INFORMATION GIVEN:

■ ■ ■ ■

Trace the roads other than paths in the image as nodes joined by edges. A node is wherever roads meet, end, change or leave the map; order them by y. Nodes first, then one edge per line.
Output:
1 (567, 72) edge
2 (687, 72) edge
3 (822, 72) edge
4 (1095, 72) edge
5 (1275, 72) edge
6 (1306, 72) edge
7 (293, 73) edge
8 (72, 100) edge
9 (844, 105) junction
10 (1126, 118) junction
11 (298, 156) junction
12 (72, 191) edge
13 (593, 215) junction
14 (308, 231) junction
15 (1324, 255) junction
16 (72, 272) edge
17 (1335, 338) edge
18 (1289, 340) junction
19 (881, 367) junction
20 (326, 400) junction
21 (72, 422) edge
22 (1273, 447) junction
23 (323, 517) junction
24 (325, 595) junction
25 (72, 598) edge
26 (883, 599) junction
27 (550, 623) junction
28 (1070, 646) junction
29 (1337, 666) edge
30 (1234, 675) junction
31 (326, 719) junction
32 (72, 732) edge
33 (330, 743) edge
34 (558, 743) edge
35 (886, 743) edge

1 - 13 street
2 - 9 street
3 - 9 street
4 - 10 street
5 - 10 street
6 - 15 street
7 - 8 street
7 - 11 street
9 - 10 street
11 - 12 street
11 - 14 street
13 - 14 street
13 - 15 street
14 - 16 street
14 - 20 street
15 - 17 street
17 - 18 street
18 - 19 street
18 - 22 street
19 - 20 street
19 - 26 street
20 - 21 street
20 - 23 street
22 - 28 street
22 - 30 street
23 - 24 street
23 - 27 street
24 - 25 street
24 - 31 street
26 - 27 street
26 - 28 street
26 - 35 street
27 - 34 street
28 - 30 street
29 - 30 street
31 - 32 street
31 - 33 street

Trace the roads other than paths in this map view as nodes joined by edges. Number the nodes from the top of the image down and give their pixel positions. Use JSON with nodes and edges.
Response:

■ ■ ■ ■

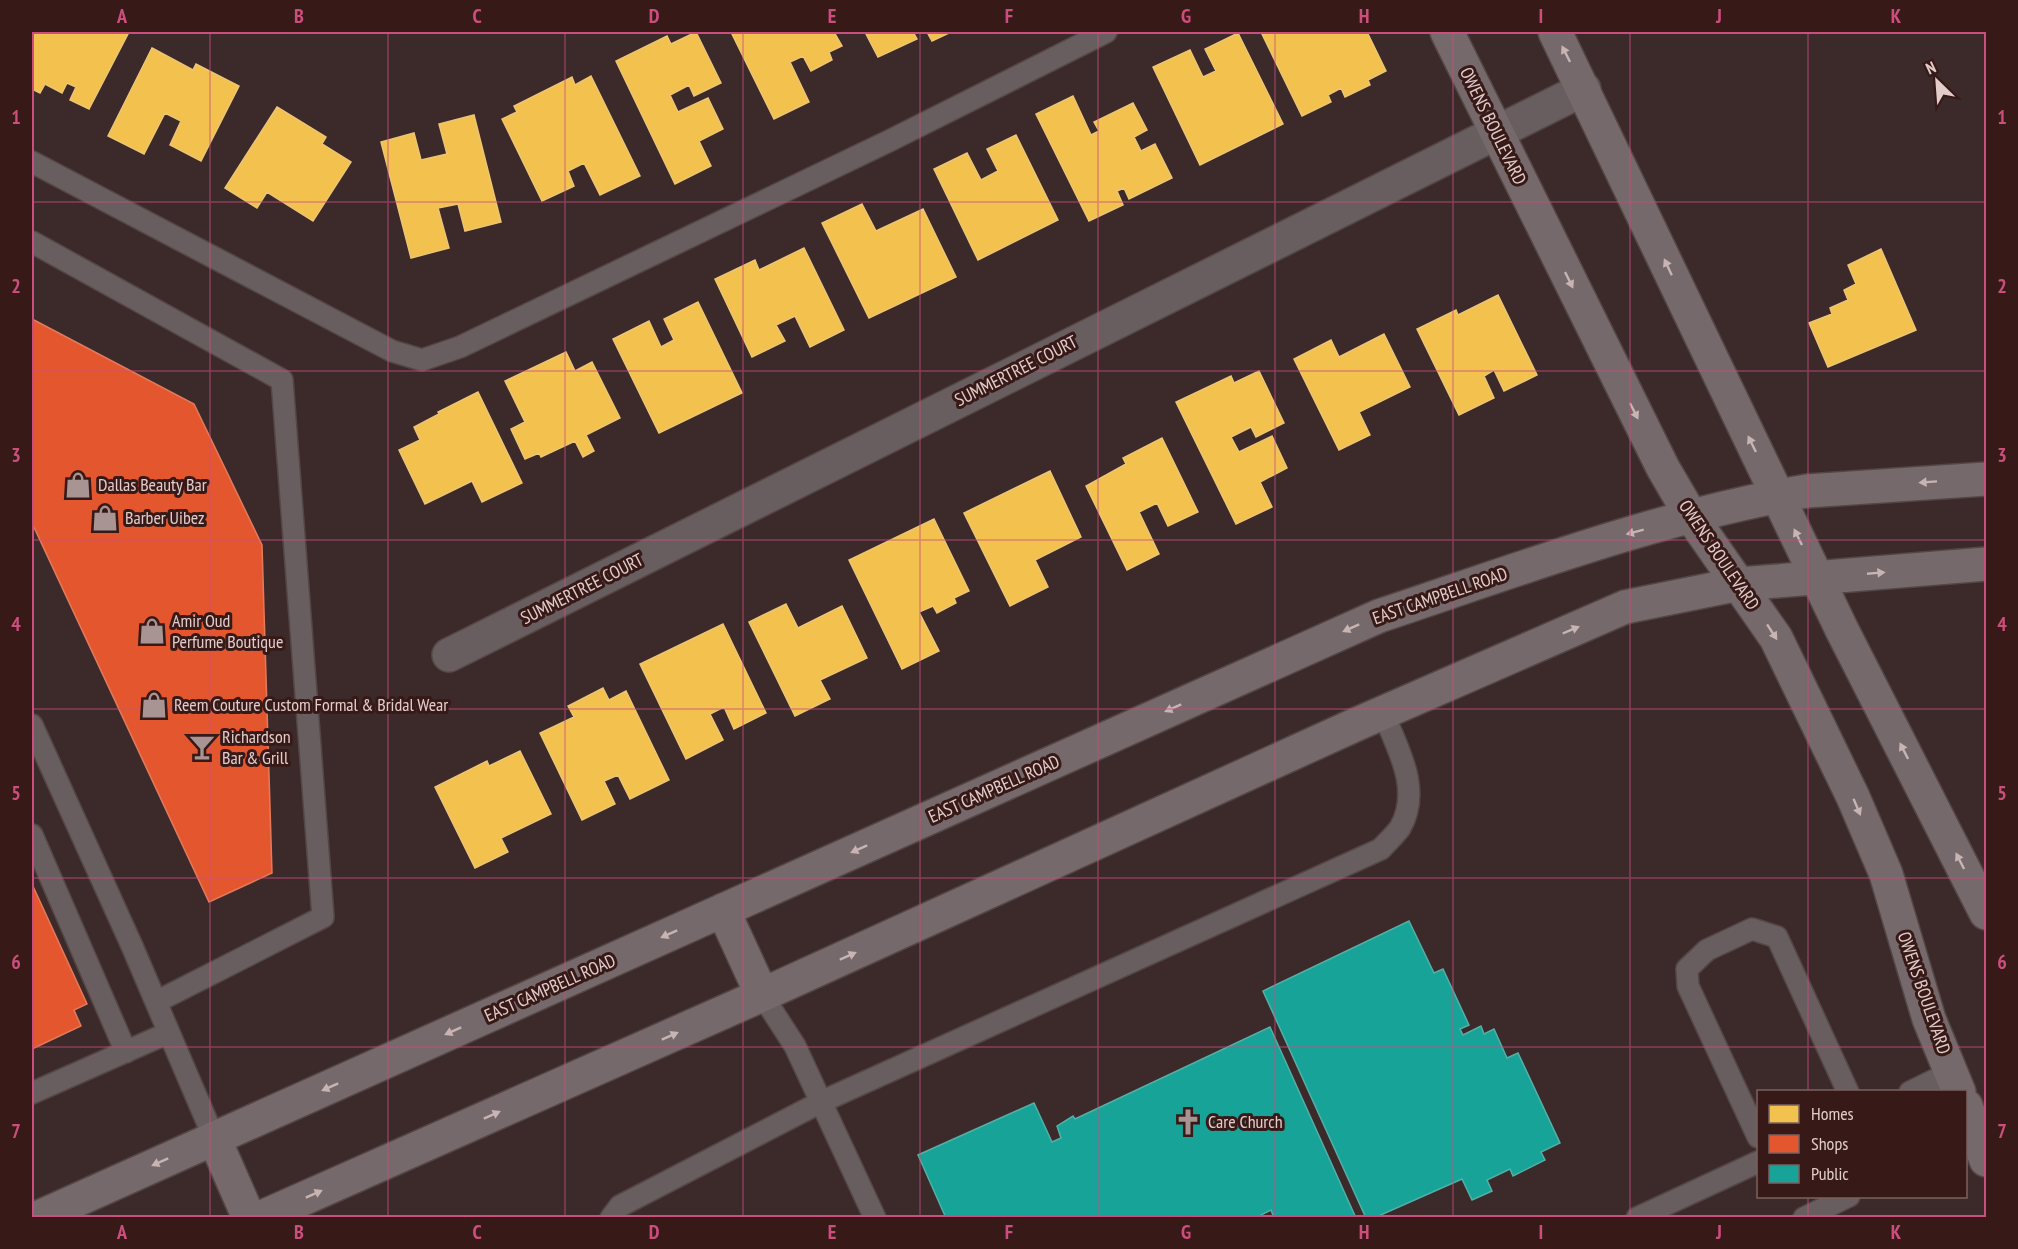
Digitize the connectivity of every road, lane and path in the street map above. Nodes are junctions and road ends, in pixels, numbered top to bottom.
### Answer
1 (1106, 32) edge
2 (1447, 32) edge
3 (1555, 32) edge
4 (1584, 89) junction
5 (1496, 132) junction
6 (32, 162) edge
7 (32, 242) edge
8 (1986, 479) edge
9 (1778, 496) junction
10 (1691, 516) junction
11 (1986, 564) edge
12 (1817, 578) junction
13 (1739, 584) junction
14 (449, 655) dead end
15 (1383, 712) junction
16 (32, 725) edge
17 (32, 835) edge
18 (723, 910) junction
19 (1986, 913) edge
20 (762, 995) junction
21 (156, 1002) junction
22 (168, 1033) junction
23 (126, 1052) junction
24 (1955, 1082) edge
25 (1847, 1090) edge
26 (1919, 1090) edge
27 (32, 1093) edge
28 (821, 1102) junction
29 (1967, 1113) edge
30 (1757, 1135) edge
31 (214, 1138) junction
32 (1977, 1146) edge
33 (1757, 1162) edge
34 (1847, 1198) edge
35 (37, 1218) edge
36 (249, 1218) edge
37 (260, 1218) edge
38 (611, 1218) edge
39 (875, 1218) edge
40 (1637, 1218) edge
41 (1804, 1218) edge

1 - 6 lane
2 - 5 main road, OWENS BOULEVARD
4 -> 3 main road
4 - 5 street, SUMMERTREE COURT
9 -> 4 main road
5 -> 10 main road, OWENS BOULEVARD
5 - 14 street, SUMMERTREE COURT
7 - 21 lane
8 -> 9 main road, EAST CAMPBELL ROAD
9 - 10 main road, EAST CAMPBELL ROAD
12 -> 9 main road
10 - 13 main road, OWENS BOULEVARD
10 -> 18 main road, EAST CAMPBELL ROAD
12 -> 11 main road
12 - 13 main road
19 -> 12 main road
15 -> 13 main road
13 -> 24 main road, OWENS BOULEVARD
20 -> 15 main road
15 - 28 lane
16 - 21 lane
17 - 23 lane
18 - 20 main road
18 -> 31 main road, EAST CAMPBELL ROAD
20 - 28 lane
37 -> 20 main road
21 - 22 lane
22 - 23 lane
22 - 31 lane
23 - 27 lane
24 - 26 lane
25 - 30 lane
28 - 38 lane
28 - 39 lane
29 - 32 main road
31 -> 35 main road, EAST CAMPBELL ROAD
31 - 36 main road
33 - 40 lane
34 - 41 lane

■ ■ ■ ■

WHAT TO PRODUCE: Among the lines of the material, find those holding the word "edges" and return them.

ANSWER BELOW:
Trace the roads other than paths in the image as nodes joined by edges. A node is wherever roads meet, end, change or leave the map; order them by y. Nodes first, then one edge per line.
Trace the roads other than paths in this map view as nodes joined by edges. Number the nodes from the top of the image down and give their pixel positions. Use JSON with nodes and edges.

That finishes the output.